### Aim of the exercise
Could you repeat every line below exactly, skipping the images?

### Input records
--------------------------------------------------

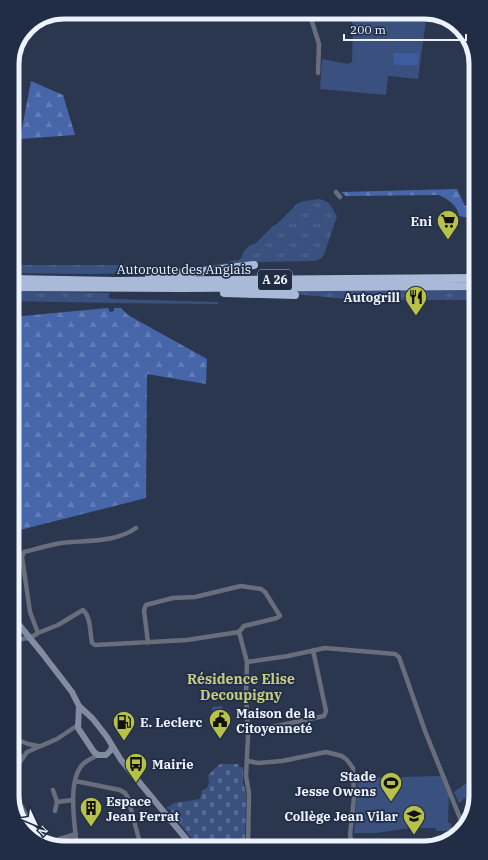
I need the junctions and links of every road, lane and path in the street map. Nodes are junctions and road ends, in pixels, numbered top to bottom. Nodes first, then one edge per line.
1 (311, 19) edge
2 (318, 73) dead end
3 (336, 192) dead end
4 (340, 197) dead end
5 (254, 265) dead end
6 (469, 278) edge
7 (19, 279) edge
8 (74, 280) junction
9 (469, 286) edge
10 (19, 287) edge
11 (181, 288) junction
12 (295, 295) dead end
13 (136, 528) dead end
14 (19, 625) edge
15 (239, 632) junction
16 (38, 634) junction
17 (30, 638) junction
18 (19, 639) edge
19 (148, 643) junction
20 (313, 650) junction
21 (247, 662) junction
22 (80, 706) junction
23 (89, 717) junction
24 (78, 723) junction
25 (248, 732) junction
26 (19, 740) edge
27 (38, 746) junction
28 (112, 746) junction
29 (91, 747) junction
30 (19, 753) edge
31 (98, 755) junction
32 (106, 755) junction
33 (22, 760) junction
34 (121, 760) junction
35 (248, 761) junction
36 (86, 762) junction
37 (19, 764) edge
38 (74, 781) junction
39 (53, 790) dead end
40 (74, 800) junction
41 (57, 802) junction
42 (20, 803) edge
43 (55, 811) dead end
44 (461, 821) edge
45 (33, 829) edge
46 (76, 834) junction
47 (56, 840) edge
48 (76, 841) edge
49 (139, 841) edge
50 (188, 841) edge
51 (248, 841) edge
52 (351, 841) edge

1 - 2 street
3 - 4 street
5 - 8 highway
6 - 8 highway, Autoroute des Anglais / A 26
7 - 8 highway, Autoroute des Anglais / A 26
9 - 11 highway, Autoroute des Anglais / A 26
10 - 11 highway, Autoroute des Anglais / A 26
11 - 12 highway
13 - 16 street
14 - 17 main road
15 - 19 street
15 - 19 street
15 - 21 street
16 - 17 street
16 - 19 street
17 - 18 street
17 - 22 main road
20 - 21 street
20 - 25 street
20 - 44 street
21 - 25 street
22 - 23 main road
22 - 24 main road
23 - 24 main road
23 - 28 main road
24 - 27 street
24 - 29 main road
25 - 35 street
26 - 27 street
27 - 33 street
28 - 32 main road
28 - 34 main road
29 - 31 main road
29 - 36 street
30 - 33 street
31 - 32 main road
31 - 36 street
32 - 34 main road
33 - 37 street
34 - 50 main road
35 - 51 street
35 - 52 street
36 - 38 street
38 - 40 street
38 - 49 street
39 - 41 street
40 - 41 street
40 - 46 street
41 - 43 street
42 - 45 street
46 - 47 street
46 - 48 street

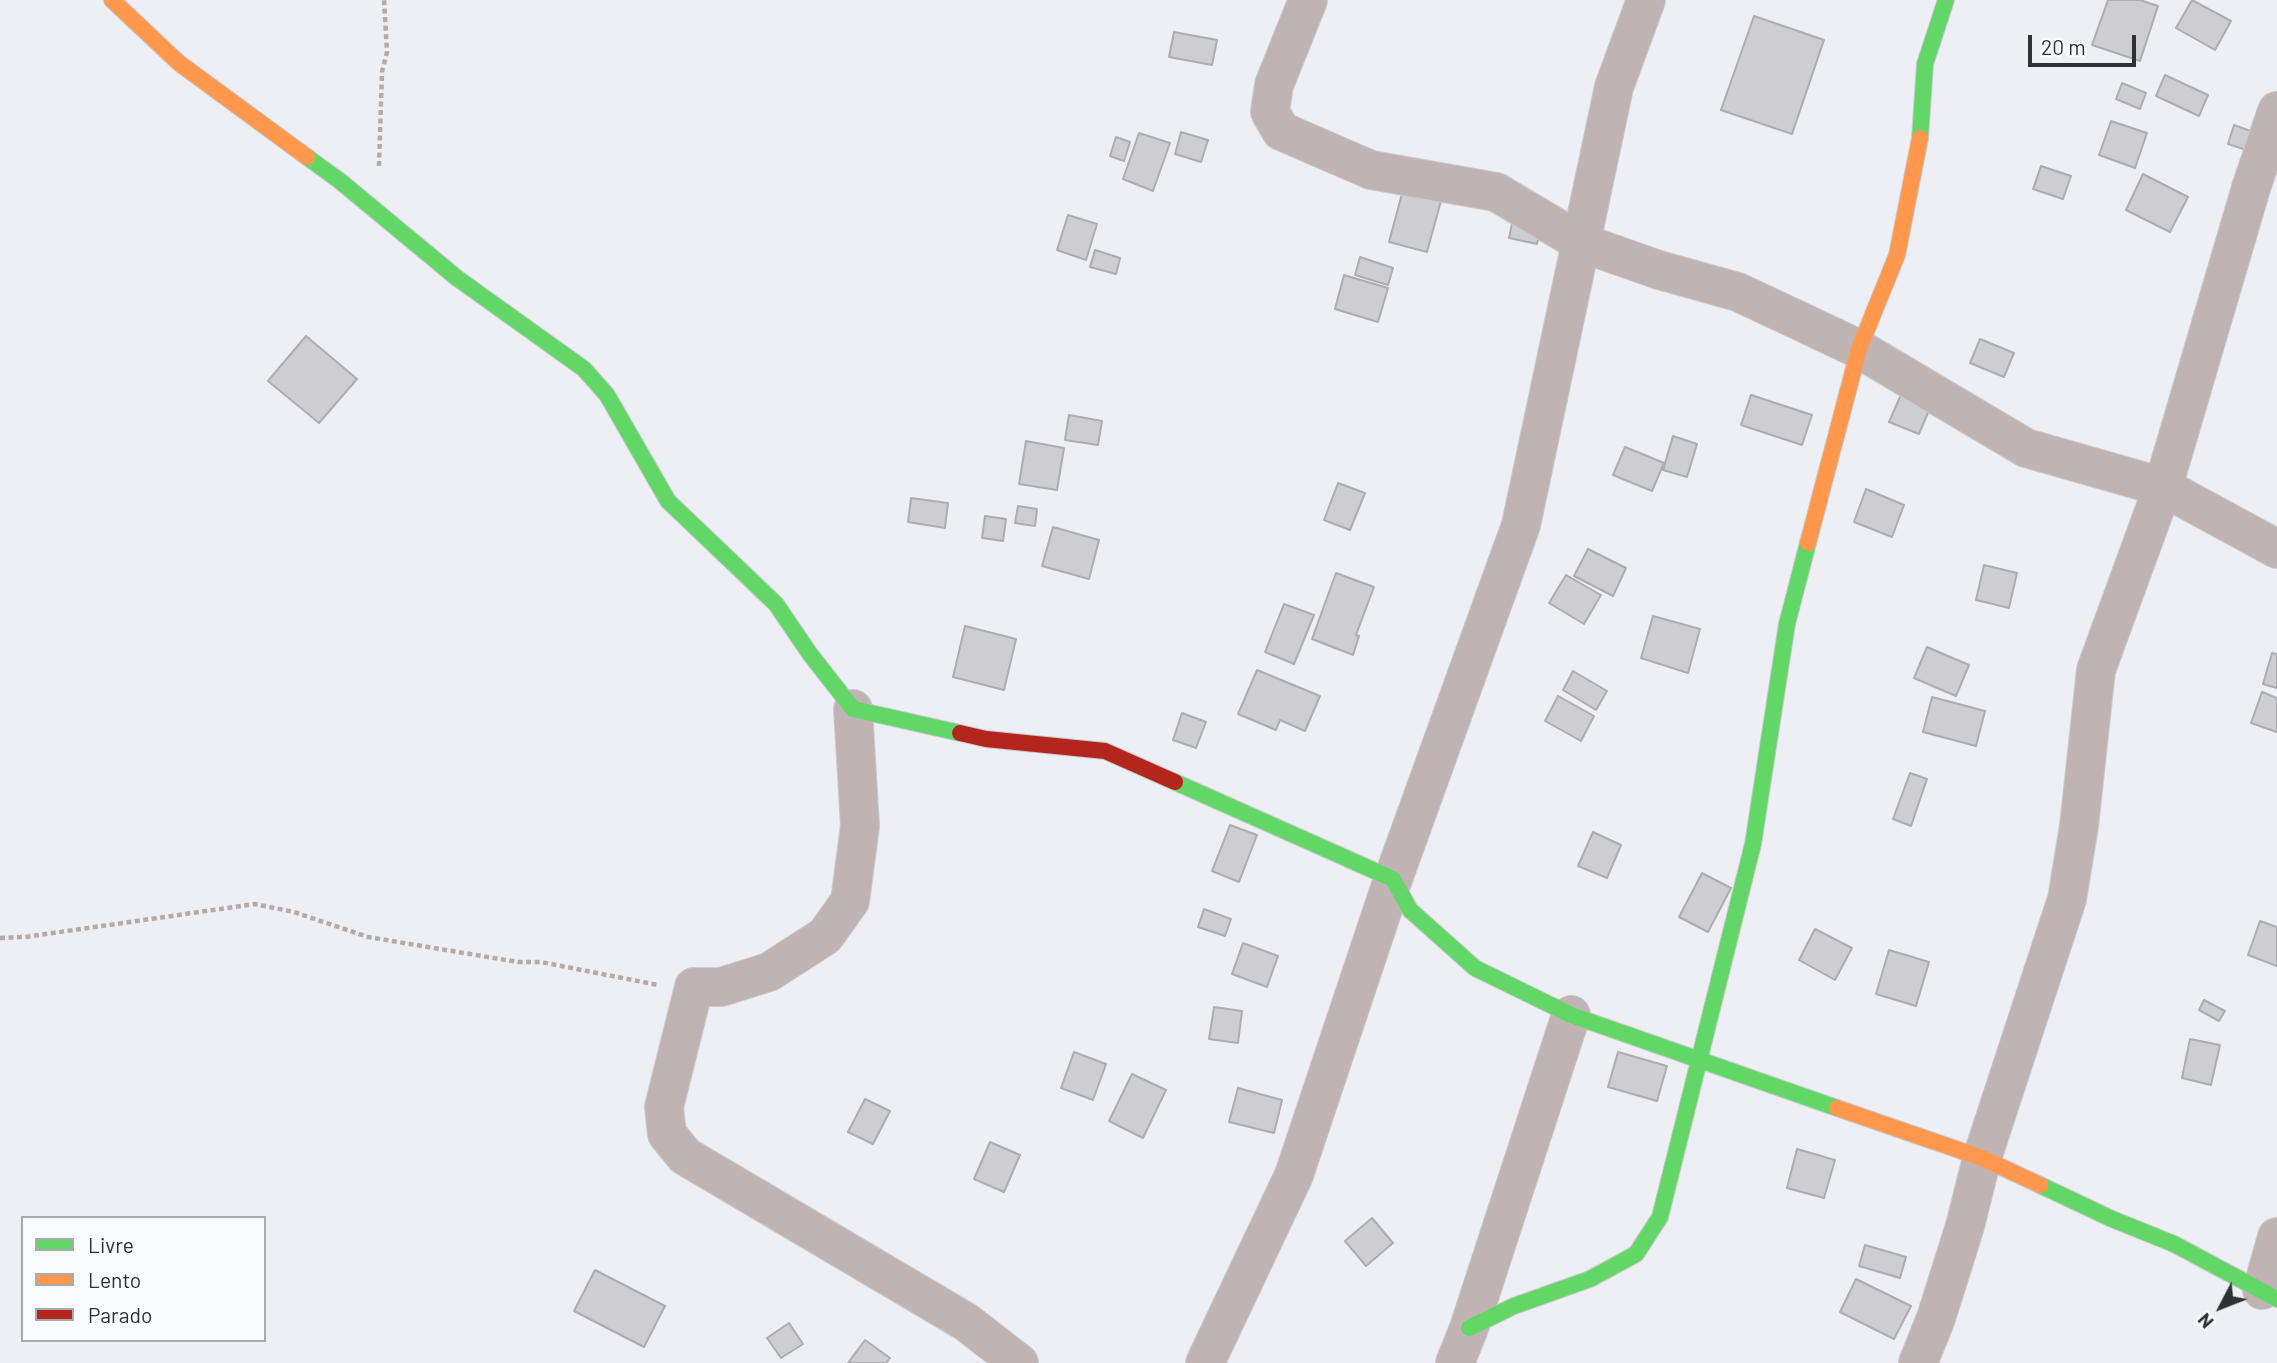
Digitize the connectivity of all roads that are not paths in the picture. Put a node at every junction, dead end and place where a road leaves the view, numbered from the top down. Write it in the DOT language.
graph roads {
  1 [pos="112,0"];
  2 [pos="1307,0"];
  3 [pos="1646,0"];
  4 [pos="1946,0"];
  5 [pos="2277,111"];
  6 [pos="1582,243"];
  7 [pos="1859,349"];
  8 [pos="2164,487"];
  9 [pos="2277,549"];
  10 [pos="853,709"];
  11 [pos="1393,879"];
  12 [pos="1571,1016"];
  13 [pos="1701,1059"];
  14 [pos="1982,1158"];
  15 [pos="2277,1237"];
  16 [pos="2269,1295"];
  17 [pos="1469,1328"];
  18 [pos="1019,1363"];
  19 [pos="1205,1363"];
  20 [pos="1455,1363"];
  21 [pos="1917,1363"];
  1 -- 10 [label="street"];
  2 -- 6 [label="street"];
  3 -- 6 [label="street"];
  4 -- 7 [label="street"];
  5 -- 8 [label="street"];
  6 -- 7 [label="street"];
  6 -- 11 [label="street"];
  7 -- 8 [label="street"];
  7 -- 13 [label="street"];
  8 -- 9 [label="street"];
  8 -- 14 [label="street"];
  10 -- 11 [label="street"];
  10 -- 18 [label="street"];
  11 -- 12 [label="street"];
  11 -- 19 [label="street"];
  12 -- 13 [label="street"];
  12 -- 17 [label="street"];
  13 -- 14 [label="street"];
  13 -- 17 [label="street"];
  14 -- 16 [label="street"];
  14 -- 21 [label="street"];
  15 -- 16 [label="street"];
  17 -- 20 [label="street"];
}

--------------------------------------------------

### Answer below
I need the junctions and links of every road, lane and path in the street map. Nodes are junctions and road ends, in pixels, numbered top to bottom. Nodes first, then one edge per line.
1 (311, 19) edge
2 (318, 73) dead end
3 (336, 192) dead end
4 (340, 197) dead end
5 (254, 265) dead end
6 (469, 278) edge
7 (19, 279) edge
8 (74, 280) junction
9 (469, 286) edge
10 (19, 287) edge
11 (181, 288) junction
12 (295, 295) dead end
13 (136, 528) dead end
14 (19, 625) edge
15 (239, 632) junction
16 (38, 634) junction
17 (30, 638) junction
18 (19, 639) edge
19 (148, 643) junction
20 (313, 650) junction
21 (247, 662) junction
22 (80, 706) junction
23 (89, 717) junction
24 (78, 723) junction
25 (248, 732) junction
26 (19, 740) edge
27 (38, 746) junction
28 (112, 746) junction
29 (91, 747) junction
30 (19, 753) edge
31 (98, 755) junction
32 (106, 755) junction
33 (22, 760) junction
34 (121, 760) junction
35 (248, 761) junction
36 (86, 762) junction
37 (19, 764) edge
38 (74, 781) junction
39 (53, 790) dead end
40 (74, 800) junction
41 (57, 802) junction
42 (20, 803) edge
43 (55, 811) dead end
44 (461, 821) edge
45 (33, 829) edge
46 (76, 834) junction
47 (56, 840) edge
48 (76, 841) edge
49 (139, 841) edge
50 (188, 841) edge
51 (248, 841) edge
52 (351, 841) edge

1 - 2 street
3 - 4 street
5 - 8 highway
6 - 8 highway, Autoroute des Anglais / A 26
7 - 8 highway, Autoroute des Anglais / A 26
9 - 11 highway, Autoroute des Anglais / A 26
10 - 11 highway, Autoroute des Anglais / A 26
11 - 12 highway
13 - 16 street
14 - 17 main road
15 - 19 street
15 - 19 street
15 - 21 street
16 - 17 street
16 - 19 street
17 - 18 street
17 - 22 main road
20 - 21 street
20 - 25 street
20 - 44 street
21 - 25 street
22 - 23 main road
22 - 24 main road
23 - 24 main road
23 - 28 main road
24 - 27 street
24 - 29 main road
25 - 35 street
26 - 27 street
27 - 33 street
28 - 32 main road
28 - 34 main road
29 - 31 main road
29 - 36 street
30 - 33 street
31 - 32 main road
31 - 36 street
32 - 34 main road
33 - 37 street
34 - 50 main road
35 - 51 street
35 - 52 street
36 - 38 street
38 - 40 street
38 - 49 street
39 - 41 street
40 - 41 street
40 - 46 street
41 - 43 street
42 - 45 street
46 - 47 street
46 - 48 street

Digitize the connectivity of all roads that are not paths in the picture. Put a node at every junction, dead end and place where a road leaves the view, numbered from the top down. Write it in the DOT language.
graph roads {
  1 [pos="112,0"];
  2 [pos="1307,0"];
  3 [pos="1646,0"];
  4 [pos="1946,0"];
  5 [pos="2277,111"];
  6 [pos="1582,243"];
  7 [pos="1859,349"];
  8 [pos="2164,487"];
  9 [pos="2277,549"];
  10 [pos="853,709"];
  11 [pos="1393,879"];
  12 [pos="1571,1016"];
  13 [pos="1701,1059"];
  14 [pos="1982,1158"];
  15 [pos="2277,1237"];
  16 [pos="2269,1295"];
  17 [pos="1469,1328"];
  18 [pos="1019,1363"];
  19 [pos="1205,1363"];
  20 [pos="1455,1363"];
  21 [pos="1917,1363"];
  1 -- 10 [label="street"];
  2 -- 6 [label="street"];
  3 -- 6 [label="street"];
  4 -- 7 [label="street"];
  5 -- 8 [label="street"];
  6 -- 7 [label="street"];
  6 -- 11 [label="street"];
  7 -- 8 [label="street"];
  7 -- 13 [label="street"];
  8 -- 9 [label="street"];
  8 -- 14 [label="street"];
  10 -- 11 [label="street"];
  10 -- 18 [label="street"];
  11 -- 12 [label="street"];
  11 -- 19 [label="street"];
  12 -- 13 [label="street"];
  12 -- 17 [label="street"];
  13 -- 14 [label="street"];
  13 -- 17 [label="street"];
  14 -- 16 [label="street"];
  14 -- 21 [label="street"];
  15 -- 16 [label="street"];
  17 -- 20 [label="street"];
}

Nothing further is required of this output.